O mutirão realizado pela prefeitura de Porto Alegre para resolver individualmente os empecilhos que impedem a remoção de 111 famílias da Vila Nazaré se mostrou um teste de resistência tanto para os moradores da região quanto para os servidores públicos.
A prefeitura tenta encerrar a transferência das famílias até o final de fevereiro para que, em março, se inicie a obra de ampliação da pista do Aeroporto Internacional Salgado Filho. A próxima remoção está marcada para terça-feira (19). As famílias estão sendo transferidas para o Irmãos Maristas, condomínio de apartamentos no bairro Rubem Berta.
Por volta das 9h30min, cerca de 30 pessoas aguardavam debaixo do sol em frente a um portão que dá acesso a uma área onde o Departamento Municipal de Habitação (Demhab) e a Fundação de Assistência Social e Cidadania (Fasc) atendiam em contêineres. Porém, grande parte dos presentes tentava resolver problemas acima do escopo desses órgãos.
Era o caso de Nelson Laureano da Silva, 37 anos, que se diz impedido de morar no Irmãos Maristas por problemas de segurança que envolvem desavenças entre membros das duas comunidades.
– Eu sei que eu tenho que sair daqui, mas para lá eu não posso ir. Tenho amigos que foram e retornaram porque foram ameaçados. Não posso correr esse risco. Então o que eu quero é uma indenização. Eles me pagam e eu decido onde vou morar – declara o morador, que desejava ter sido transferido para o Condomínio Nosso Senhor do Bom Fim, no bairro Sarandi, para onde foram parte das famílias da Nazaré em 2019.
Já Marco Antônio Rosa, 63 anos, declara que não teria problemas para ser transferido aos apartamentos do Rubem Berta, mas foi excluído por ter renda familiar acima de três salários mínimos, conforme requerido pela Caixa Federal para ser removido ao novo endereço. Informado de que seu caso não teria como ser resolvido hoje, ele desistiu do atendimento.
– Teve gente que fez um cadastro para cada membro da família e ganhou um apartamento para cada um. Eu, que tentei fazer tudo certinho, me ferrei. E aí, como fico? Também sou morador daqui e também não tenho para onde ir.
Os moradores também reclamam das condições de vida na Nazaré ao longo do processo de remoção. Como as casas são demolidas após a transferência das famílias para evitar novas ocupações, quem ainda está lá vive em meio a escombros.
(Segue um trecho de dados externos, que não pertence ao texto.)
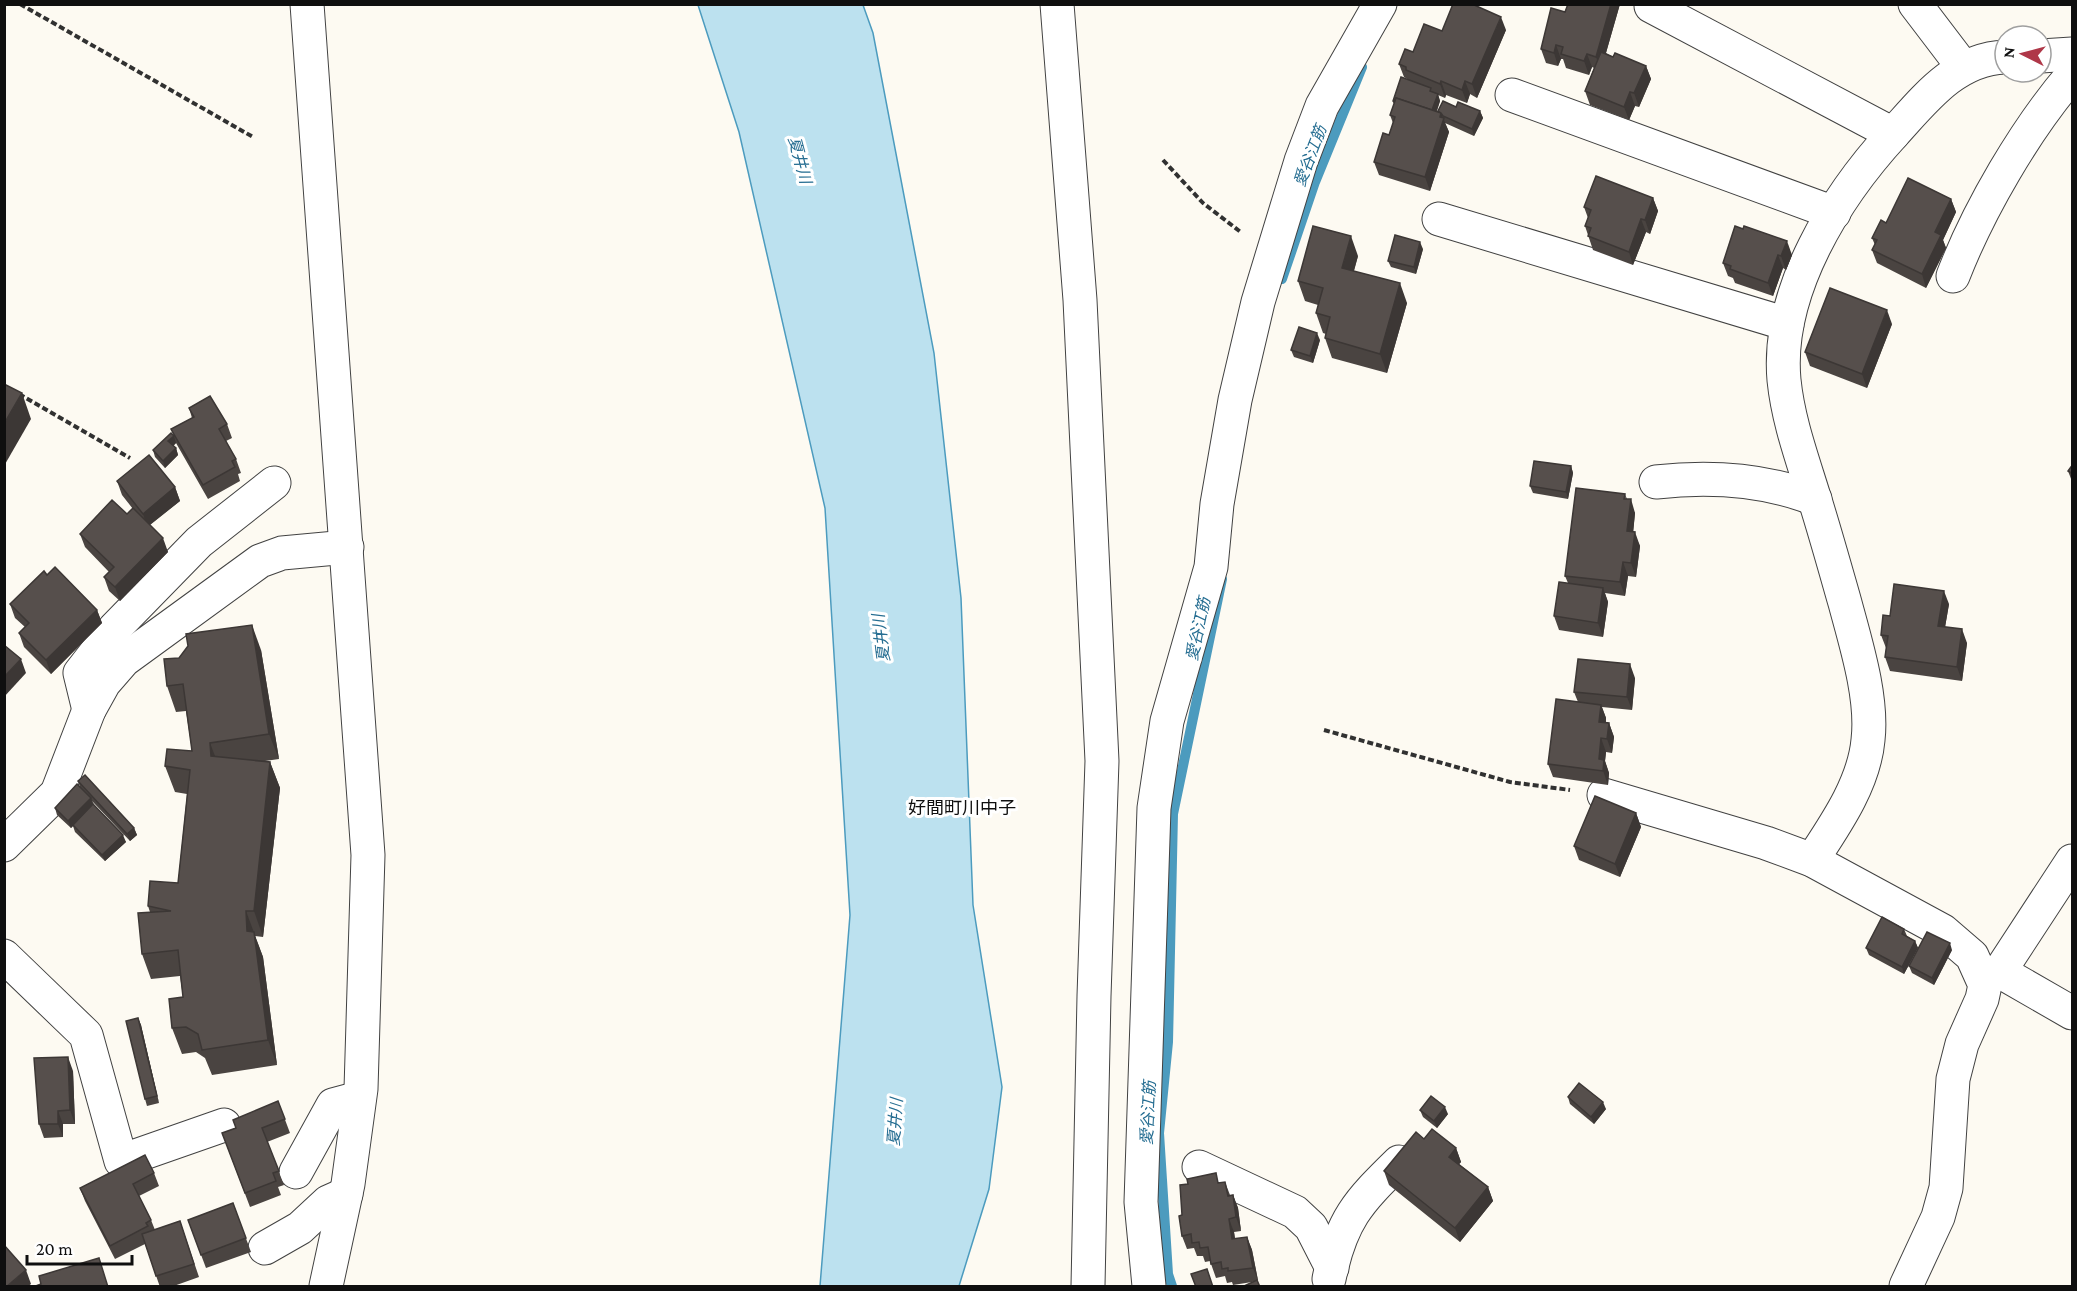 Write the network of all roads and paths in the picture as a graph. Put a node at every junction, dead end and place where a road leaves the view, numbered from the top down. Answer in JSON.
{"nodes":[{"id":1,"x":20,"y":4,"type":"edge"},
{"id":2,"x":306,"y":4,"type":"edge"},
{"id":3,"x":1057,"y":4,"type":"edge"},
{"id":4,"x":1380,"y":4,"type":"edge"},
{"id":5,"x":1915,"y":4,"type":"edge"},
{"id":6,"x":1651,"y":6,"type":"dead end"},
{"id":7,"x":2073,"y":54,"type":"edge"},
{"id":8,"x":2053,"y":55,"type":"edge"},
{"id":9,"x":1993,"y":60,"type":"edge"},
{"id":10,"x":1963,"y":67,"type":"junction"},
{"id":11,"x":2073,"y":75,"type":"edge"},
{"id":12,"x":1512,"y":95,"type":"dead end"},
{"id":13,"x":1893,"y":134,"type":"junction"},
{"id":14,"x":253,"y":137,"type":"dead end"},
{"id":15,"x":1163,"y":160,"type":"dead end"},
{"id":16,"x":1834,"y":213,"type":"junction"},
{"id":17,"x":1439,"y":219,"type":"dead end"},
{"id":18,"x":1273,"y":253,"type":"junction"},
{"id":19,"x":1953,"y":276,"type":"dead end"},
{"id":20,"x":1787,"y":324,"type":"junction"},
{"id":21,"x":14,"y":391,"type":"edge"},
{"id":22,"x":130,"y":458,"type":"dead end"},
{"id":23,"x":1656,"y":482,"type":"dead end"},
{"id":24,"x":274,"y":483,"type":"dead end"},
{"id":25,"x":1815,"y":498,"type":"junction"},
{"id":26,"x":347,"y":547,"type":"junction"},
{"id":27,"x":89,"y":710,"type":"junction"},
{"id":28,"x":1324,"y":730,"type":"dead end"},
{"id":29,"x":1604,"y":795,"type":"joint"},
{"id":30,"x":4,"y":845,"type":"edge"},
{"id":31,"x":1812,"y":860,"type":"junction"},
{"id":32,"x":2073,"y":861,"type":"edge"},
{"id":33,"x":4,"y":956,"type":"edge"},
{"id":34,"x":1992,"y":975,"type":"junction"},
{"id":35,"x":2073,"y":1013,"type":"edge"},
{"id":36,"x":359,"y":1098,"type":"junction"},
{"id":37,"x":224,"y":1125,"type":"dead end"},
{"id":38,"x":1400,"y":1161,"type":"edge"},
{"id":39,"x":1199,"y":1167,"type":"dead end"},
{"id":40,"x":296,"y":1172,"type":"dead end"},
{"id":41,"x":346,"y":1194,"type":"junction"},
{"id":42,"x":265,"y":1248,"type":"dead end"},
{"id":43,"x":1330,"y":1277,"type":"edge"},
{"id":44,"x":1089,"y":1286,"type":"edge"},
{"id":45,"x":326,"y":1287,"type":"edge"},
{"id":46,"x":1149,"y":1287,"type":"edge"},
{"id":47,"x":1906,"y":1287,"type":"edge"}],
"edges":[{"from":1,"to":14,"type":"path"},
{"from":2,"to":26,"type":"street"},
{"from":3,"to":44,"type":"street"},
{"from":4,"to":18,"type":"street"},
{"from":5,"to":10,"type":"street"},
{"from":6,"to":13,"type":"street"},
{"from":7,"to":8,"type":"street"},
{"from":9,"to":10,"type":"street"},
{"from":10,"to":13,"type":"street"},
{"from":11,"to":19,"type":"street"},
{"from":12,"to":16,"type":"street"},
{"from":13,"to":16,"type":"street"},
{"from":15,"to":18,"type":"path"},
{"from":16,"to":20,"type":"street"},
{"from":17,"to":20,"type":"street"},
{"from":18,"to":46,"type":"street"},
{"from":20,"to":25,"type":"street"},
{"from":21,"to":22,"type":"path"},
{"from":23,"to":25,"type":"street"},
{"from":24,"to":27,"type":"street"},
{"from":25,"to":31,"type":"street"},
{"from":26,"to":27,"type":"street"},
{"from":26,"to":36,"type":"street"},
{"from":27,"to":30,"type":"street"},
{"from":28,"to":29,"type":"path"},
{"from":29,"to":31,"type":"street"},
{"from":31,"to":34,"type":"street"},
{"from":32,"to":34,"type":"street"},
{"from":33,"to":37,"type":"street"},
{"from":34,"to":35,"type":"street"},
{"from":34,"to":47,"type":"street"},
{"from":36,"to":40,"type":"street"},
{"from":36,"to":41,"type":"street"},
{"from":38,"to":43,"type":"street"},
{"from":39,"to":43,"type":"street"},
{"from":41,"to":42,"type":"street"},
{"from":41,"to":45,"type":"street"}]}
Problemas no fornecimento de água e infestações de ratos são algumas das reclamações.
De acordo com a secretaria de Habitação e Regularização Fundiária, casos que não envolvem problemas burocráticos como documentações pendentes ou cadastros incompletos terão de ser resolvidos individualmente entre a Fraport, empresa que administra o Salgado Filho, e os moradores. Enquanto isso, a prefeitura trabalha em melhorias no Rubem Berta.
– Estamos negociando, por exemplo, a instalação de uma usina de reciclagem perto dali para que as pessoas não deixem de se mudar por perderem esse tipo de renda – declara o secretário André Machado, que esteve no local às 11h.
Também houve casos bem-sucedidos ou ao menos bem encaminhados para uma solução. Antes do atendimento, Elton Gomes, 36 anos, e a esposa, Elisiane da Rosa, 31, reclamavam ter sido ignorados pelos cadastros da prefeitura. Segundo Elton, que trabalha como tatuador e pintor, a mãe foi transferida, mas ele não teria como morar com ela com mulher e um bebê de nove meses em um apartamento de 37 metros quadrados.
– Se eles não têm meu cadastro, foram eles que não me cadastraram. Eu moro há 18 anos na Nazaré. Não tem quem não me conheça – declarava Elton antes do atendimento.
No final da tarde, o casal teve a casa cadastrada. Amanhã, deve retornar ao local do mutirão para dar andamento ao processo solicitando a remoção.
Ao final do dia, a prefeitura contabilizou 88 atendimentos - 64 no contêiner e 24 de porta em porta. O mutirão segue nesta sexta, a partir das 9h30min, no acesso à Vila Nazaré pela Avenida Sertório.